▽

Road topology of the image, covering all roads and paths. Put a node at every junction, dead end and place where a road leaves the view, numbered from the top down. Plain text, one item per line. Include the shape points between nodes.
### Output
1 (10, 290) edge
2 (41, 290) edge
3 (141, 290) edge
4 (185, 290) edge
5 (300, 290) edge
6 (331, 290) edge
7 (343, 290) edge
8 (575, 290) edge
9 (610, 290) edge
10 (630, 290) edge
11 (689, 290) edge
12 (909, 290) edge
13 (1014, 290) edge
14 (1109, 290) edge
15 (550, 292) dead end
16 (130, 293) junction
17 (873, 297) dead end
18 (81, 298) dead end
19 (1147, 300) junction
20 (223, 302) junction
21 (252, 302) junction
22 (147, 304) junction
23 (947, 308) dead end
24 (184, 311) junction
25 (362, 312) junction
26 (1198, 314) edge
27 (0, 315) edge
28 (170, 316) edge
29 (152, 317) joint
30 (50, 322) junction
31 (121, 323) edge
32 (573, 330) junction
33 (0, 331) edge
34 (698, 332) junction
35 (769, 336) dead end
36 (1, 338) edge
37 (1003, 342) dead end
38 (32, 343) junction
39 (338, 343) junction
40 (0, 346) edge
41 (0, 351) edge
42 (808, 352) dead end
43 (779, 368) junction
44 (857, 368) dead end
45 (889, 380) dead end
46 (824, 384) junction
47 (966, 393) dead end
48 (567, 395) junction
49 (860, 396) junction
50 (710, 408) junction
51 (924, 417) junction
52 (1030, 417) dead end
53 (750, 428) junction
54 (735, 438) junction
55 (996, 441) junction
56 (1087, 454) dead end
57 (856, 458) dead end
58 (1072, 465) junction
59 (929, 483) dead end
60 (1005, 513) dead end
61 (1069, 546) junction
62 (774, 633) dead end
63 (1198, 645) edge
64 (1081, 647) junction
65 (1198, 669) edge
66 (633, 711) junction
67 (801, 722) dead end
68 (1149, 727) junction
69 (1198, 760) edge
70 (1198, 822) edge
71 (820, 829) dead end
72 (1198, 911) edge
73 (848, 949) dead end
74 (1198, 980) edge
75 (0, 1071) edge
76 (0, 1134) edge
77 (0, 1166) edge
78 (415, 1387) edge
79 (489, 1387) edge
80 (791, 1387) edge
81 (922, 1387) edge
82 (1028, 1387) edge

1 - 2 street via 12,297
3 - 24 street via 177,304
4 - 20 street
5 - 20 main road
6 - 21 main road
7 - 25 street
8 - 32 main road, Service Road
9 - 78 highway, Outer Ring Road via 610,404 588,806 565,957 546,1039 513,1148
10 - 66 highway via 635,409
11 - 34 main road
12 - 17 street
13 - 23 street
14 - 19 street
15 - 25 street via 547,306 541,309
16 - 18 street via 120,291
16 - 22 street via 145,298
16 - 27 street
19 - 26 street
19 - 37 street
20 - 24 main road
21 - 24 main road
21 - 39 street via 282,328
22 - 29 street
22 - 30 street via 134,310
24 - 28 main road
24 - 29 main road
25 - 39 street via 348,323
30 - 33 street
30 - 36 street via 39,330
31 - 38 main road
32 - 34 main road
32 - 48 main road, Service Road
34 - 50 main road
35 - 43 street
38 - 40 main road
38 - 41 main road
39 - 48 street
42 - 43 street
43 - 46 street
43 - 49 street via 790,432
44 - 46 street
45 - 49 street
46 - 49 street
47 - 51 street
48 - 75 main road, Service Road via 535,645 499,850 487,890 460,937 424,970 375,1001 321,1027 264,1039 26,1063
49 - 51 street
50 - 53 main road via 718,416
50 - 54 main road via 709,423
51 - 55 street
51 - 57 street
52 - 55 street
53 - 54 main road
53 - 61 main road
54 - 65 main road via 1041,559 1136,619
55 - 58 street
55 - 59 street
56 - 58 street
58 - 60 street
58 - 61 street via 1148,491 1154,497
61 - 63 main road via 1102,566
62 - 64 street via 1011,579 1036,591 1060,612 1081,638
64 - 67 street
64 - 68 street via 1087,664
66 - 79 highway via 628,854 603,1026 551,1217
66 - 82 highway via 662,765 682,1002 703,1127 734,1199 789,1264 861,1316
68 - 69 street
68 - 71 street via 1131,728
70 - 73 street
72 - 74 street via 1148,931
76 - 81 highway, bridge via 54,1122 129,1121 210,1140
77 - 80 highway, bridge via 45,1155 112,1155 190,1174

△

◆ What is needed ◆
Return the records given above in their entirety, word for word.

◆ Response area ◆
Road topology of the image, covering all roads and paths. Put a node at every junction, dead end and place where a road leaves the view, numbered from the top down. Plain text, one item per line. Include the shape points between nodes.
### Output
1 (10, 290) edge
2 (41, 290) edge
3 (141, 290) edge
4 (185, 290) edge
5 (300, 290) edge
6 (331, 290) edge
7 (343, 290) edge
8 (575, 290) edge
9 (610, 290) edge
10 (630, 290) edge
11 (689, 290) edge
12 (909, 290) edge
13 (1014, 290) edge
14 (1109, 290) edge
15 (550, 292) dead end
16 (130, 293) junction
17 (873, 297) dead end
18 (81, 298) dead end
19 (1147, 300) junction
20 (223, 302) junction
21 (252, 302) junction
22 (147, 304) junction
23 (947, 308) dead end
24 (184, 311) junction
25 (362, 312) junction
26 (1198, 314) edge
27 (0, 315) edge
28 (170, 316) edge
29 (152, 317) joint
30 (50, 322) junction
31 (121, 323) edge
32 (573, 330) junction
33 (0, 331) edge
34 (698, 332) junction
35 (769, 336) dead end
36 (1, 338) edge
37 (1003, 342) dead end
38 (32, 343) junction
39 (338, 343) junction
40 (0, 346) edge
41 (0, 351) edge
42 (808, 352) dead end
43 (779, 368) junction
44 (857, 368) dead end
45 (889, 380) dead end
46 (824, 384) junction
47 (966, 393) dead end
48 (567, 395) junction
49 (860, 396) junction
50 (710, 408) junction
51 (924, 417) junction
52 (1030, 417) dead end
53 (750, 428) junction
54 (735, 438) junction
55 (996, 441) junction
56 (1087, 454) dead end
57 (856, 458) dead end
58 (1072, 465) junction
59 (929, 483) dead end
60 (1005, 513) dead end
61 (1069, 546) junction
62 (774, 633) dead end
63 (1198, 645) edge
64 (1081, 647) junction
65 (1198, 669) edge
66 (633, 711) junction
67 (801, 722) dead end
68 (1149, 727) junction
69 (1198, 760) edge
70 (1198, 822) edge
71 (820, 829) dead end
72 (1198, 911) edge
73 (848, 949) dead end
74 (1198, 980) edge
75 (0, 1071) edge
76 (0, 1134) edge
77 (0, 1166) edge
78 (415, 1387) edge
79 (489, 1387) edge
80 (791, 1387) edge
81 (922, 1387) edge
82 (1028, 1387) edge

1 - 2 street via 12,297
3 - 24 street via 177,304
4 - 20 street
5 - 20 main road
6 - 21 main road
7 - 25 street
8 - 32 main road, Service Road
9 - 78 highway, Outer Ring Road via 610,404 588,806 565,957 546,1039 513,1148
10 - 66 highway via 635,409
11 - 34 main road
12 - 17 street
13 - 23 street
14 - 19 street
15 - 25 street via 547,306 541,309
16 - 18 street via 120,291
16 - 22 street via 145,298
16 - 27 street
19 - 26 street
19 - 37 street
20 - 24 main road
21 - 24 main road
21 - 39 street via 282,328
22 - 29 street
22 - 30 street via 134,310
24 - 28 main road
24 - 29 main road
25 - 39 street via 348,323
30 - 33 street
30 - 36 street via 39,330
31 - 38 main road
32 - 34 main road
32 - 48 main road, Service Road
34 - 50 main road
35 - 43 street
38 - 40 main road
38 - 41 main road
39 - 48 street
42 - 43 street
43 - 46 street
43 - 49 street via 790,432
44 - 46 street
45 - 49 street
46 - 49 street
47 - 51 street
48 - 75 main road, Service Road via 535,645 499,850 487,890 460,937 424,970 375,1001 321,1027 264,1039 26,1063
49 - 51 street
50 - 53 main road via 718,416
50 - 54 main road via 709,423
51 - 55 street
51 - 57 street
52 - 55 street
53 - 54 main road
53 - 61 main road
54 - 65 main road via 1041,559 1136,619
55 - 58 street
55 - 59 street
56 - 58 street
58 - 60 street
58 - 61 street via 1148,491 1154,497
61 - 63 main road via 1102,566
62 - 64 street via 1011,579 1036,591 1060,612 1081,638
64 - 67 street
64 - 68 street via 1087,664
66 - 79 highway via 628,854 603,1026 551,1217
66 - 82 highway via 662,765 682,1002 703,1127 734,1199 789,1264 861,1316
68 - 69 street
68 - 71 street via 1131,728
70 - 73 street
72 - 74 street via 1148,931
76 - 81 highway, bridge via 54,1122 129,1121 210,1140
77 - 80 highway, bridge via 45,1155 112,1155 190,1174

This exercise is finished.